Analysis of reef images is key to reef monitoring, providing important observational data for input into predictive models. However, image analysis can be resource-intensive. Research in collaboration with AIMS has demonstrated significant benefits from using artificial intelligence (AI) technology for automated underwater image annotation. The study demonstrated data analysis and reporting can be accelerated by at least 200 times and at a fraction of the cost (1%), with advantages in terms of error and repeatability of estimations. Harnessing AI, can enable better resource allocation, and both compliment and augment the work of experts and citizen scientists.

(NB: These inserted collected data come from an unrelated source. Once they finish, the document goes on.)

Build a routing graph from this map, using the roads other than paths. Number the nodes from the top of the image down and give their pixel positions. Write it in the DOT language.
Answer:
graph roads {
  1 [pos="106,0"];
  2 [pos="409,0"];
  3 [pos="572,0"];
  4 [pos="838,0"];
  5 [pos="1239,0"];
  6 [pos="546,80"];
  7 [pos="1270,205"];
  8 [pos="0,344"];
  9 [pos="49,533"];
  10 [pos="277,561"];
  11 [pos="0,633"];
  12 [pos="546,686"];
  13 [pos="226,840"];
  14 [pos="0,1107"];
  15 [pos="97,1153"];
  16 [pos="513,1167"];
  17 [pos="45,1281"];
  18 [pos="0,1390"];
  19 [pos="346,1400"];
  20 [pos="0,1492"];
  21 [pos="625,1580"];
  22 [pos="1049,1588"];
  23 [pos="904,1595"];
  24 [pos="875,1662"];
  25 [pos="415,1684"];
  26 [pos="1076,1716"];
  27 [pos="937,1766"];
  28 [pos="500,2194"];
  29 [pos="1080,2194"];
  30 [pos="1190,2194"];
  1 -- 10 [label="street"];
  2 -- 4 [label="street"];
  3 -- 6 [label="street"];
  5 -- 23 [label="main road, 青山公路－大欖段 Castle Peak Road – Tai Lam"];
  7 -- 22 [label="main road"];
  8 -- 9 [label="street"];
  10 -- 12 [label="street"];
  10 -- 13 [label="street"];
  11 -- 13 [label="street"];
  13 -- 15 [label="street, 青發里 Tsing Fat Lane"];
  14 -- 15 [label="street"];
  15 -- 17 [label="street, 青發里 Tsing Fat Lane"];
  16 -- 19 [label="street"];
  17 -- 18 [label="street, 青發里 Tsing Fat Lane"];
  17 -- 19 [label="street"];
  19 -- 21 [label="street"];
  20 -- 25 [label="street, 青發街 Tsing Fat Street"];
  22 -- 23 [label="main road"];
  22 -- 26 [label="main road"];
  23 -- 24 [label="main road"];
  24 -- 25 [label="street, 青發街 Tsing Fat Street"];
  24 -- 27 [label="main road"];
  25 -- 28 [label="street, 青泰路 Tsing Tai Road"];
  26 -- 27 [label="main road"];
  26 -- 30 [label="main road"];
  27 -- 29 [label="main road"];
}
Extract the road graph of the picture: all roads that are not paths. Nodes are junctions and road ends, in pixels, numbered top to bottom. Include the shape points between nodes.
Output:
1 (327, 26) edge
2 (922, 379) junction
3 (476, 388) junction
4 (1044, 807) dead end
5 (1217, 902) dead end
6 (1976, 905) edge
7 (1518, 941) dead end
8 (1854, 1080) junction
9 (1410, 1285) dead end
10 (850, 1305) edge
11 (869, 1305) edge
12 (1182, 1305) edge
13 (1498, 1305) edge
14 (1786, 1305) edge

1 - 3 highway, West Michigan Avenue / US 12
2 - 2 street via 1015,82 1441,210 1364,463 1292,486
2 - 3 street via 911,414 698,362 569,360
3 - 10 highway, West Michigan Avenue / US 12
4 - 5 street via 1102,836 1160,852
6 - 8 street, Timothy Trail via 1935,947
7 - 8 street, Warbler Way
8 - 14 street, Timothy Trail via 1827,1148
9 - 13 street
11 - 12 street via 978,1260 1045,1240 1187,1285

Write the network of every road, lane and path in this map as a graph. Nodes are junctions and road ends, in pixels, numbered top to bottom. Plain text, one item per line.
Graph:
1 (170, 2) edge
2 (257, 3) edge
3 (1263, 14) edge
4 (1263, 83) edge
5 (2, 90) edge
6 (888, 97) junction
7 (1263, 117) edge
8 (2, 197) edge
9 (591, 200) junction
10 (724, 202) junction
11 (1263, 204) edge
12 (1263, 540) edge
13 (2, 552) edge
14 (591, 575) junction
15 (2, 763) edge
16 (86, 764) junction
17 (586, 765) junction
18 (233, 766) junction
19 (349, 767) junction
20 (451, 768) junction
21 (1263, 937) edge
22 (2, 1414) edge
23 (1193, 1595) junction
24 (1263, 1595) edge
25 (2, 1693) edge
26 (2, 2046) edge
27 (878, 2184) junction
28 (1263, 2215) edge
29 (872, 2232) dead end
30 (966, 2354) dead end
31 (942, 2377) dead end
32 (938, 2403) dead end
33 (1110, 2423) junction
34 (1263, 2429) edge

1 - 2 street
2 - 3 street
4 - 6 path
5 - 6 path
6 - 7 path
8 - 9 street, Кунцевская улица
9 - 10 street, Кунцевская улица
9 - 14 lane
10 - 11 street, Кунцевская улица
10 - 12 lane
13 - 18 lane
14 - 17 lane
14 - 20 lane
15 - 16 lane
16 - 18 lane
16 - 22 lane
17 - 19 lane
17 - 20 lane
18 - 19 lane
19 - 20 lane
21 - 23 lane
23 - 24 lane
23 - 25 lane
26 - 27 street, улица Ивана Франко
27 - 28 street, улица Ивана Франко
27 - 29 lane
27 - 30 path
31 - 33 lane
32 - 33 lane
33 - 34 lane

ACEMS AI Simon Denman and PhD student Ethan Goan have collaborated with industry partner FLEW Solutions to develop a computer vision and machine learning system to detect faults in 3D print jobs. This enables rapid intervention in print jobs when faults are detected, saving time, money, materials, and helping ensure the timely supply of medical supplies to hospitals for radiation therapy patients. To date, greater than 80% accuracy has been demonstrated in the innovative system. Further collaborative R&D is being pursued to increase commercial readiness for market. The technology will also help reduce wastage when 3DP is done by others, including should FLEW and its affiliated companies again rise to the challenge of coordinating (COVID-19) emergency distributed network 3DP of PPE to help hospitals in Australia/overseas, as they did in 2020
ACEMS continues to develop and use Virtual Reef Diver to engage and educate the public regarding the Great Barrier Reef and empower involvement, including as citizen scientists, contributing valuable observation data (through reef images and/or image classification). To date, this contribution includes 240.9K images, 3.6M data points, and more than 1000 images. This data helps improve coral cover models and predictions for reef health, and compliments work by AIMS and its ReefCloud. In 2020, new Virtual Reef Diver teaching resources (including a new curriculum practical and shiny app) were created, promoted and trialed. ACEMS continues to advance research to improve trust in citizen science data, to benefit this and other important conservation work.